Methotrexate (MTX) is an anchor drug used to treat rheumatoid arthritis (RA), but responsiveness is variable in effectiveness and toxicity. Methotrexate and its polyglutamate conjugates (MTXPG(n)) in red blood cells (RBC) have been associated with patient response. In the current study, 13 collagen-induced arthritic (CIA) rats and 12 healthy rats were given subcutaneous doses of either saline or 0.3 or 1.5 mg/kg per 2 days of MTX from day 21 to 43 post-induction. Blood samples were obtained at various times to measure MTX in plasma, and MTX and MTXPG(n) in RBC. Effects on disease progression were indicated by body weight and paw size. After multiple-doses, RBC MTX reached steady-state (82.4 nm) within 4 days. The MTXPG(2) and MTXPG(3) in RBC kept increasing until the end of the study, attaining 12.5 and 17.7 nm. Significant weight loss was observed after dosing with 1.5 mg/kg/2 days, whereas moderate effectiveness was observed after dosing with 0.3 mg/kg/2 days.

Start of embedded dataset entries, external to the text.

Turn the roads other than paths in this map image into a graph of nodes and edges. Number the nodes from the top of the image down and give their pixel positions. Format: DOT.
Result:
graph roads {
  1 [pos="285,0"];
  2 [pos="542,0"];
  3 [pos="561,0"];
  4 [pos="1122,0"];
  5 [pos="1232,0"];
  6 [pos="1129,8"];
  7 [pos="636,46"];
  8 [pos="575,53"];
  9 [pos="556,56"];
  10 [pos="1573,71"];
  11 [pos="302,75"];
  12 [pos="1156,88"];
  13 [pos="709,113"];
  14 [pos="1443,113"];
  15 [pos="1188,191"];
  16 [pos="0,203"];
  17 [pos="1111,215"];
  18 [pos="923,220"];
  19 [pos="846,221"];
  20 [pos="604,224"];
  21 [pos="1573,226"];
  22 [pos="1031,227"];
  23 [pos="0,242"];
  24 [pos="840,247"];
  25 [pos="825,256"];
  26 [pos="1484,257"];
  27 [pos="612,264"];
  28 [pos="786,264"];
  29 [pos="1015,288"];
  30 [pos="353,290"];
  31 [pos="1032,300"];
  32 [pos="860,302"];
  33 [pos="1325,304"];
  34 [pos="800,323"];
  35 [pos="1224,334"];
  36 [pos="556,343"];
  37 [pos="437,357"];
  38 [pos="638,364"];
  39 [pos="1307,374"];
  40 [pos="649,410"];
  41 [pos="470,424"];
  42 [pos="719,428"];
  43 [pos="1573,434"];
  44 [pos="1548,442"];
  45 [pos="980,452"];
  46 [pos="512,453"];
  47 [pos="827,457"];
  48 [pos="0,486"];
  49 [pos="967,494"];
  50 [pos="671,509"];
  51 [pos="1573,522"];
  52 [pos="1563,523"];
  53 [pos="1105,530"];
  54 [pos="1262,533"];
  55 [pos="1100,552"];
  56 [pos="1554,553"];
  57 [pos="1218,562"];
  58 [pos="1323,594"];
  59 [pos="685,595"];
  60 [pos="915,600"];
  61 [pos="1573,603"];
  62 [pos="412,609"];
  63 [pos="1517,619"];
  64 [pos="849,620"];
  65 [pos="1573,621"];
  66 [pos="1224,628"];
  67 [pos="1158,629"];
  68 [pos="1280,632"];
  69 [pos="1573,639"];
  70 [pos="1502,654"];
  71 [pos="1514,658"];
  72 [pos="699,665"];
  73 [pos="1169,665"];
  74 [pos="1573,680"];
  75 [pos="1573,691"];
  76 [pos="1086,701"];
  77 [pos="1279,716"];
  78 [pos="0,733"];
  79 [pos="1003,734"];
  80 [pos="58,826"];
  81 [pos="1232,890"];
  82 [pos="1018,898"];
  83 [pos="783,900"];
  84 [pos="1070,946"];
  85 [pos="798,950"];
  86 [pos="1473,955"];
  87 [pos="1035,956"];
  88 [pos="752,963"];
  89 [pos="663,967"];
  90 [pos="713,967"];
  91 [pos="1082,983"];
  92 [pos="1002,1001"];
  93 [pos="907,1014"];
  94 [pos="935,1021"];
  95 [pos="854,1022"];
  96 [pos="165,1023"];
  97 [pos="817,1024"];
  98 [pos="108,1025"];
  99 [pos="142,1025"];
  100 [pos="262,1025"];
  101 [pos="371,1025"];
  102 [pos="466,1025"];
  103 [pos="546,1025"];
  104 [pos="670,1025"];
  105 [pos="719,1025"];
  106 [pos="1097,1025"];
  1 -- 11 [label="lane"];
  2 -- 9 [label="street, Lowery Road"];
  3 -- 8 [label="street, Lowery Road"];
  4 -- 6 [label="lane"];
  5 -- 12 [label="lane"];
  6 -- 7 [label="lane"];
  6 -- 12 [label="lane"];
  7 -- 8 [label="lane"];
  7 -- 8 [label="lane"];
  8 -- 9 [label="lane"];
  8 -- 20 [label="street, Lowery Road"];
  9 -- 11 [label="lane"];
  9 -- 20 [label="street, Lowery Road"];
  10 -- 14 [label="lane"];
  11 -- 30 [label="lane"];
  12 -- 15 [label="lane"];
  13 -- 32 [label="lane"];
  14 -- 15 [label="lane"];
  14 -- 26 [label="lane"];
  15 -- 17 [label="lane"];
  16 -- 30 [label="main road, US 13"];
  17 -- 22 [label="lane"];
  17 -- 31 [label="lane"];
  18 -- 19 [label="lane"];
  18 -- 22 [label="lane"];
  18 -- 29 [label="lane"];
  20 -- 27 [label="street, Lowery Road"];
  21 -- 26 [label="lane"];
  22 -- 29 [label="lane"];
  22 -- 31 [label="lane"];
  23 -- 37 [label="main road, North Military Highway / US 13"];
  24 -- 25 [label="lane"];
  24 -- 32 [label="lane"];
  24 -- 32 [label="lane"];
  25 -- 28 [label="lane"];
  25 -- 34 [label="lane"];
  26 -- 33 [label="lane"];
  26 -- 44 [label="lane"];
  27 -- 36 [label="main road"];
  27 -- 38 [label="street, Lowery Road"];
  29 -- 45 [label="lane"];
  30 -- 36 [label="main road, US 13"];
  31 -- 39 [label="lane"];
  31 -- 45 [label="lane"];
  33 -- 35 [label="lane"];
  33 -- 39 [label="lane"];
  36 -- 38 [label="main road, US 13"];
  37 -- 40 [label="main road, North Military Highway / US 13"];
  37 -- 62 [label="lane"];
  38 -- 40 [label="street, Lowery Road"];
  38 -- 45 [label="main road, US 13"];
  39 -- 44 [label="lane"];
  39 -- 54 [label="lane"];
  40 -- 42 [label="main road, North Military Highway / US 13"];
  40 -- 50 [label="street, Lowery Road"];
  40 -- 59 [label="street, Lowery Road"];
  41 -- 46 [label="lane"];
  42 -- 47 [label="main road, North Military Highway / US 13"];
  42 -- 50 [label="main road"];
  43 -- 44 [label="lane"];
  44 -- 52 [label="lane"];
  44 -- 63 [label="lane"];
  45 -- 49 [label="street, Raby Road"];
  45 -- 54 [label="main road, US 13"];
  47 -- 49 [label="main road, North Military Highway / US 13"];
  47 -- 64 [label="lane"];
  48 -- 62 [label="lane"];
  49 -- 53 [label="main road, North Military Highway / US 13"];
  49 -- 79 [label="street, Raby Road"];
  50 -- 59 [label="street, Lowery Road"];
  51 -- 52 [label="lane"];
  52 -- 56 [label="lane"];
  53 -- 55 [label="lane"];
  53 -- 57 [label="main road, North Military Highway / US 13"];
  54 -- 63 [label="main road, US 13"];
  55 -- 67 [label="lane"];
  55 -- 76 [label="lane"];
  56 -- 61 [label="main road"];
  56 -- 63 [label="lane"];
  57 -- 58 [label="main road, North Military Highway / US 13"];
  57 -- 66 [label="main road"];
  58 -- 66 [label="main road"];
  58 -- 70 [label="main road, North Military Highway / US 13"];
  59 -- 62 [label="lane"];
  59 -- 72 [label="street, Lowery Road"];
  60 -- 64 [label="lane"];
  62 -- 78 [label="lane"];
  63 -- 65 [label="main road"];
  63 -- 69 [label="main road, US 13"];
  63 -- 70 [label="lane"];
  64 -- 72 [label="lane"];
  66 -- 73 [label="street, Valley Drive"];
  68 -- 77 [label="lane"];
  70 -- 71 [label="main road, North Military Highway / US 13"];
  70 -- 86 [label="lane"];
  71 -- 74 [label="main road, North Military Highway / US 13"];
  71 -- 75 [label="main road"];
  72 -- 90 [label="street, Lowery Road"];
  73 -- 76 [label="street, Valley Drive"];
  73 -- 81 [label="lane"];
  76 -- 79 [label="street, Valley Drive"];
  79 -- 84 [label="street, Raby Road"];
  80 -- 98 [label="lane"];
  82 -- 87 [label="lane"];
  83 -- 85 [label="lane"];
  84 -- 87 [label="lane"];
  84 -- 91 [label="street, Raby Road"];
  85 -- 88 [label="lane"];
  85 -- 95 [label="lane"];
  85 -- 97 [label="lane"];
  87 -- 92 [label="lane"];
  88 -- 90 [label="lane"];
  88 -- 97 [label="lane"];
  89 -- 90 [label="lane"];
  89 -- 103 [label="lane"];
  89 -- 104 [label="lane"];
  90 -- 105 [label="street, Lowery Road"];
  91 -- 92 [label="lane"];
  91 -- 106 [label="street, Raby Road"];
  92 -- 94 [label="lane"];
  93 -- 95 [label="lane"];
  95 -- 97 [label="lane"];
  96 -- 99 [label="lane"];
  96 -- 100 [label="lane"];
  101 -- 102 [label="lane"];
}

A pharmacokinetic/pharmacodynamic/disease (PK/PD/DIS) model with indirect mechanisms and transduction components incorporating plasma MTX, RBC MTX and RBC MTXPG(n) concentrations, and paw size was developed using naïve data pooling and ADAPT 5. The PK/PD in CIA rats dosed at 0.3 mg/kg/2 days were captured well by our proposed model. Methotrexate showed modest (I(maxd) = 0.16) but sensitive (IC(50d) = 0.712 nm) effectiveness on paw edema. The higher dose produced toxicity. The proposed model offers improved understanding of the effects of methotrexate on rheumatoid arthritis.